Thursday, March 10, 2011

Confession

Can I share a secret? I’m not a big fan of confession. Oh, I know we need it. I need it. But confessing my sins is not only painful (because it brings up old wounds); it’s also difficult. It requires ruthless self-assessment. To confess my shortcomings and missed chances is to risk feeling like a failure. Why would anyone willingly do that?

Still, there’s confession and there’s confession. Confessing my sins to God—honestly and without artifice—is easier than confessing to someone I know. Perhaps it’s that I trust God to be more forgiving. Indeed, “God is merciful and gracious and abounding in steadfast love.” But confessing to someone else is harder. With my neighbor, there’s give and take, conversation, vulnerability to the unknown and unsuspected. I risk being wounded when I discover I’ve wounded others. I'm obligated then to do something to make things right.

After last night’s Ash Wednesday service, someone joked, “Maybe we need to use the joys and concerns time in worship to confess our sins… and be specific!” Take heart: we won’t be doing that, at least not out loud. But the fact is, we all need to be able to say to God and to our neighbor, “Here’s how I messed up,” to follow it up with, “How can I make things right?” and then to follow through. Reconciliation requires confession. In the end, that keeps me open to it, uncomfortable as it is. Without being able to confess my sins, I can’t make peace with my neighbor. With it, our relationships can grow strong.

My prayer for you along the way is that you will find renewal this season in self-examination and confession that leads to reconciliation with others and reconciliation with God.

Wednesday, March 9, 2011

Ordinary Silence

The priest making the case for Mother Teresa’s sainthood has called her “an apostle of the ordinary.” What an inviting title! To be an apostle is literally to be “sent,” but what made Teresa of Calcutta ordinary was what she was sent to do: one-on-one, she practiced love.

From her journals we have learned other things about her. Perhaps the most intriguing is that after her mystical experiences in the 1940s, she knew a lifetime of darkness and silence, things we never knew while she was engaged in the ministry to which she had been sent. The silence she bore inspired her to serve. Yet she spoke of it only in private. We now know she lived most of her life feeling “bewildering rejection and even complete abandonment,” experiences most of us confess knowing well. Still, she was sent out to change the world, and she did so, one single heart at a time. The business card she handed out to enquiring visitors did not have her name on it. It contained instead the core principles of her spirituality. It began, “The fruit of silence is prayer.” She used to talk about five silences: of the ears, eyes, mouth, mind, and heart.

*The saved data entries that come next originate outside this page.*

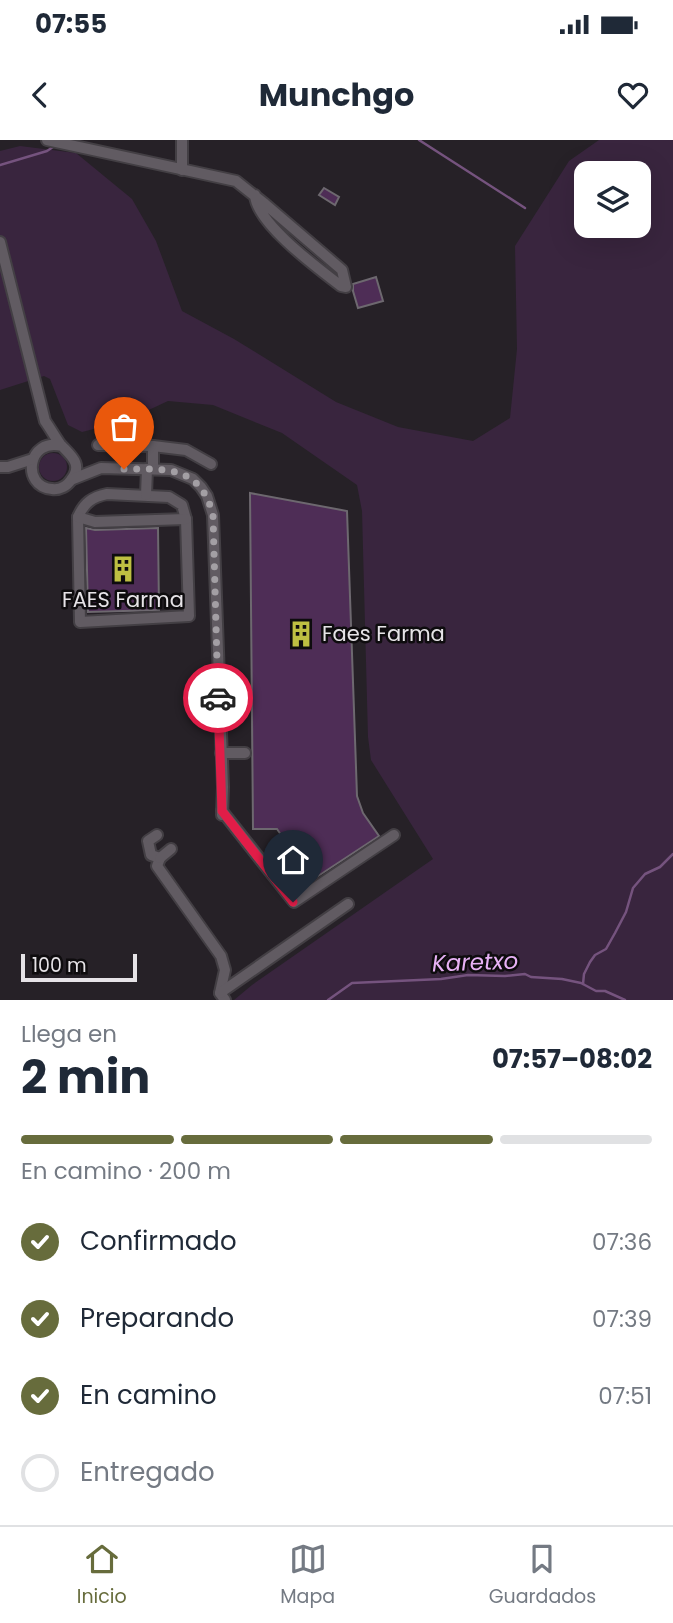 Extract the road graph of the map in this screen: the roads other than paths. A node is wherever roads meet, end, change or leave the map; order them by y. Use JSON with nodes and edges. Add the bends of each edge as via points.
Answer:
{"nodes":[{"id":1,"x":47,"y":140,"type":"edge"},
{"id":2,"x":182,"y":140,"type":"edge"},
{"id":3,"x":182,"y":170,"type":"junction"},
{"id":4,"x":255,"y":195,"type":"junction"},
{"id":5,"x":0,"y":242,"type":"edge"},
{"id":6,"x":45,"y":421,"type":"junction"},
{"id":7,"x":98,"y":445,"type":"dead end"},
{"id":8,"x":62,"y":446,"type":"junction"},
{"id":9,"x":153,"y":446,"type":"junction"},
{"id":10,"x":43,"y":448,"type":"junction"},
{"id":11,"x":73,"y":456,"type":"junction"},
{"id":12,"x":33,"y":459,"type":"junction"},
{"id":13,"x":211,"y":464,"type":"dead end"},
{"id":14,"x":4,"y":467,"type":"edge"},
{"id":15,"x":101,"y":468,"type":"junction"},
{"id":16,"x":150,"y":469,"type":"junction"},
{"id":17,"x":73,"y":478,"type":"junction"},
{"id":18,"x":35,"y":479,"type":"junction"},
{"id":19,"x":146,"y":495,"type":"junction"},
{"id":20,"x":78,"y":517,"type":"junction"},
{"id":21,"x":186,"y":519,"type":"junction"},
{"id":22,"x":221,"y":753,"type":"junction"},
{"id":23,"x":245,"y":753,"type":"dead end"},
{"id":24,"x":157,"y":835,"type":"dead end"},
{"id":25,"x":394,"y":835,"type":"dead end"},
{"id":26,"x":171,"y":849,"type":"dead end"},
{"id":27,"x":160,"y":858,"type":"junction"},
{"id":28,"x":348,"y":904,"type":"dead end"},
{"id":29,"x":223,"y":997,"type":"edge"}],
"edges":[{"from":1,"to":3,"type":"street"},
{"from":2,"to":3,"type":"street"},
{"from":3,"to":4,"type":"street","via":[[236,181]]},
{"from":4,"to":4,"type":"street","via":[[342,270],[346,288],[286,241],[261,214]]},
{"from":5,"to":6,"type":"street"},
{"from":6,"to":8,"type":"street"},
{"from":6,"to":10,"type":"street"},
{"from":7,"to":9,"type":"street"},
{"from":8,"to":10,"type":"street"},
{"from":8,"to":11,"type":"street"},
{"from":9,"to":13,"type":"street","via":[[186,450]]},
{"from":9,"to":16,"type":"street"},
{"from":10,"to":12,"type":"street"},
{"from":11,"to":15,"type":"street"},
{"from":11,"to":17,"type":"street"},
{"from":12,"to":14,"type":"street"},
{"from":12,"to":18,"type":"street"},
{"from":14,"to":18,"type":"street"},
{"from":15,"to":16,"type":"street"},
{"from":15,"to":17,"type":"street"},
{"from":16,"to":19,"type":"street"},
{"from":16,"to":22,"type":"street","via":[[171,470],[193,479],[207,496],[213,515]]},
{"from":17,"to":18,"type":"street","via":[[55,489]]},
{"from":19,"to":20,"type":"street","via":[[99,496],[85,504]]},
{"from":19,"to":21,"type":"street","via":[[175,499]]},
{"from":20,"to":21,"type":"street","via":[[95,522]]},
{"from":20,"to":21,"type":"street","via":[[80,622],[189,616]]},
{"from":22,"to":23,"type":"street"},
{"from":22,"to":25,"type":"street","via":[[222,813],[293,902]]},
{"from":24,"to":27,"type":"street","via":[[148,841],[148,849],[150,855]]},
{"from":26,"to":27,"type":"street"},
{"from":27,"to":29,"type":"street","via":[[157,866],[221,956]]},
{"from":28,"to":29,"type":"street"}]}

What silences do you experience? Are there times your ears hear no voice from God, your eyes see no vision, and your mouth does not taste that the Lord is good? Have you known a silent mind, or a heart unable to feel? We tend to mistrust silence. Silence sounds like guilt, ignorance or, worse, rudeness. But silence can be the instrument of our calling. In the absence of God’s voice, not knowing when or even if the Master will return, we love one-on-one. How ordinary!

May you find God’s silence today in ordinary, one-on-one relationships, and in that quiet place discover the strength to carry on. Amen.